Ultrasound has the benefit of being a dynamic study, but it is also highly operator-dependent. Correct radiological interpretation requires knowledge of the anatomy of the anterior abdominal wall and an understanding of the indications and limitations of multiple imaging modalities [11].

Our technique helped us to establish a simple and fast way to confirm the diagnosis, keeping in mind that all of the details need to be documented before subjecting patients to surgery. Moreover, the details provided by this technique help the surgeons to omit some patients, decide on the optimal method of management, and even cancel some emergency operations.

Young et al. [10] stated that the US examination should be done with Valsalva’s maneuver in both the erect and the supine positions. They also recommended the use of documenting images with Valsalva’s maneuver.

Jaffe et al. [12] found that scans obtained in the CT studies with Valsalva’s maneuver aided in the detection and characterization of suspected abdominal wall hernias; however, in our study, Valsalva’s maneuver was only done in the supine position.

We found no study in the literature examining the size of the defect for the assessment of paraumbilical hernias in adults.

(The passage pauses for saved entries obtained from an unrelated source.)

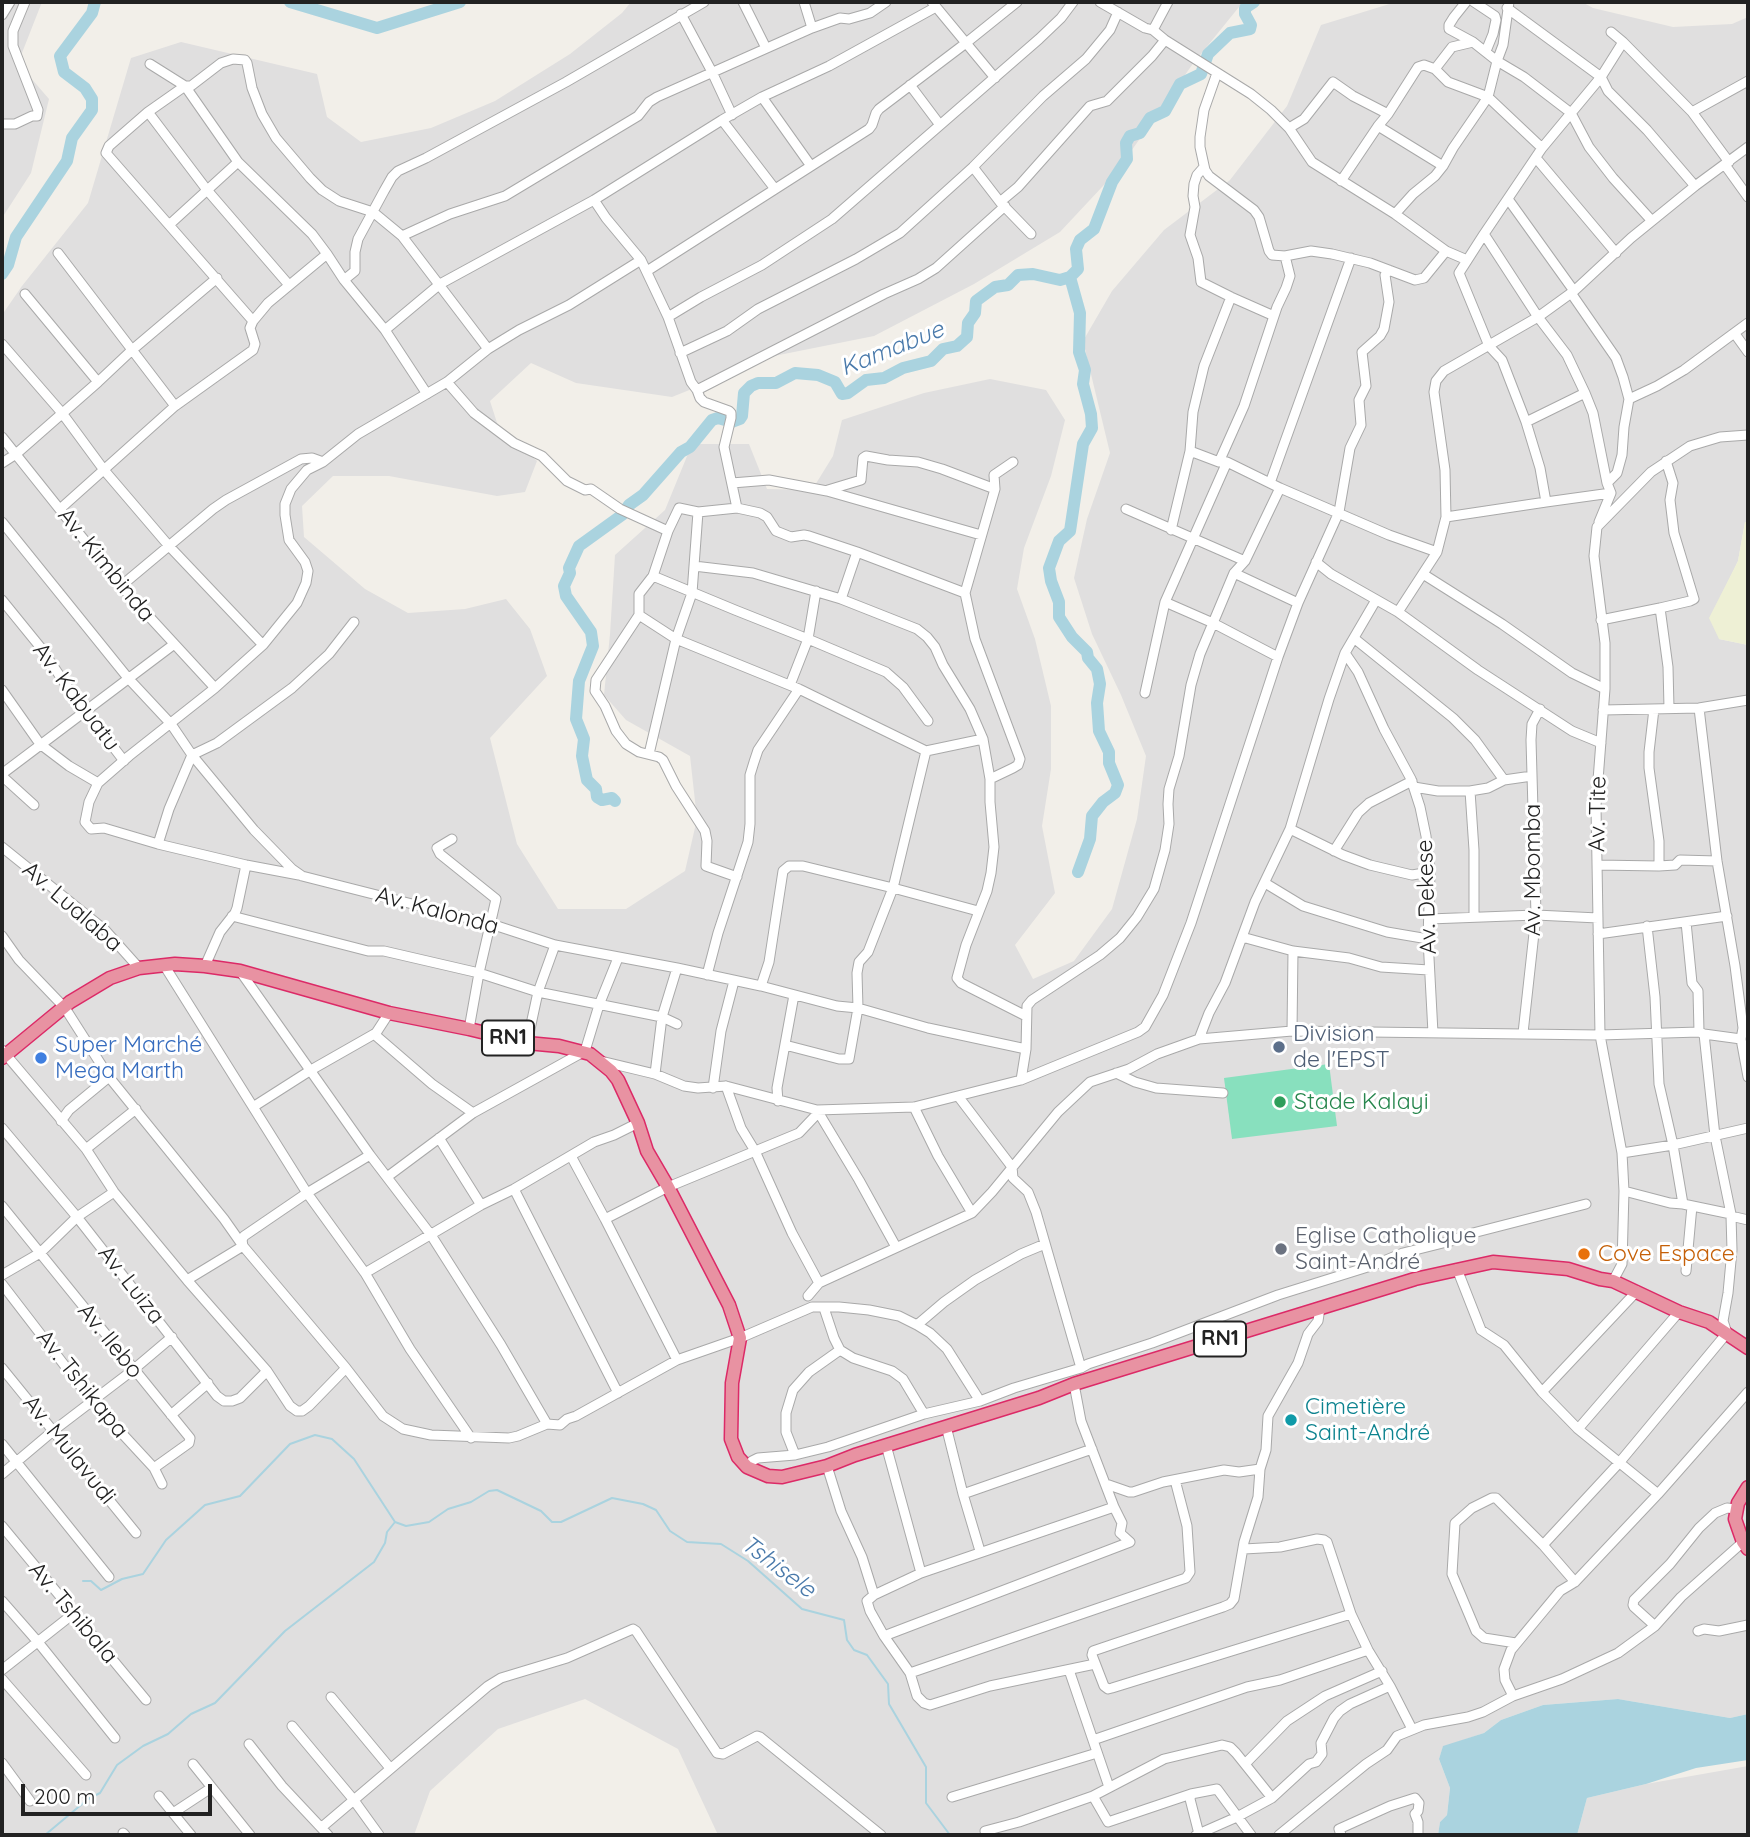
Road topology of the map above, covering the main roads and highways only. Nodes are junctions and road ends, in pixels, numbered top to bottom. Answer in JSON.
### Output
{"nodes":[{"id":1,"x":3,"y":1054,"type":"edge"},
{"id":2,"x":1748,"y":1348,"type":"edge"},
{"id":3,"x":1748,"y":1487,"type":"edge"},
{"id":4,"x":1746,"y":1546,"type":"edge"}],
"edges":[{"from":1,"to":2,"type":"highway","number":"RN1"},
{"from":3,"to":4,"type":"highway"}]}
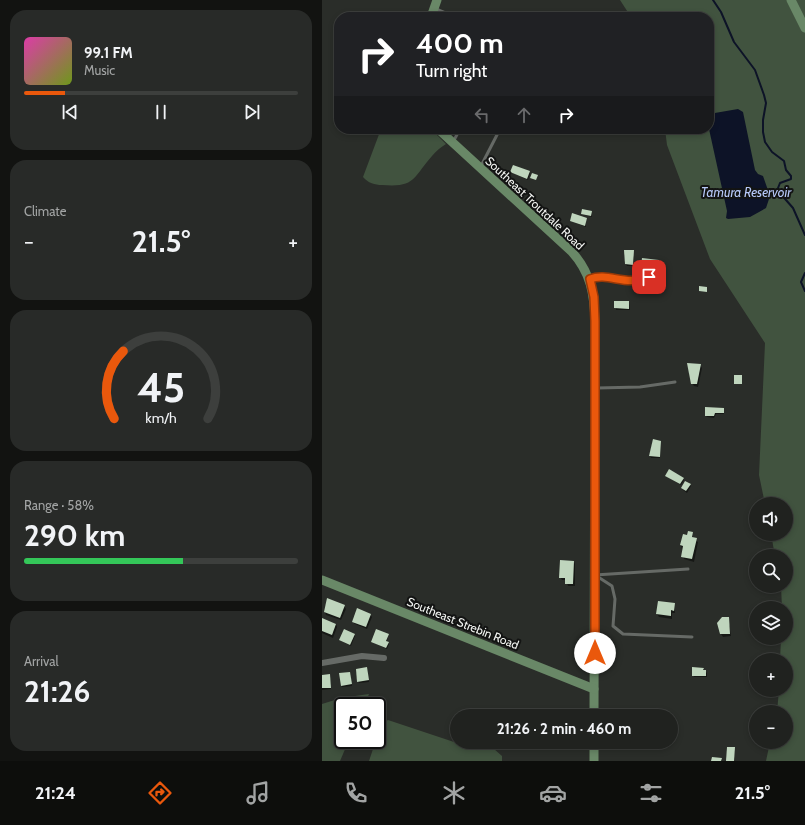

We found that huge hernias with a large defect are poorly assessed by ultrasound, due to the poor coverage of the probe, and, therefore, we have recommended CT as a better imaging modality, as it allows the proper assessment of the size of the defect and the content of the hernial sac compared with ultrasound.

The ease of US as a fast modality with a safe procedure and requiring a short period of time (the approximate time in our study was 3–5 min) favors its use as a primary imaging technique.

Conclusion

High-resolution ultrasonography (US) is an efficient tool for detecting the presence of paraumbilical hernia and accurately verifying not only its content, but also the possible associated complications.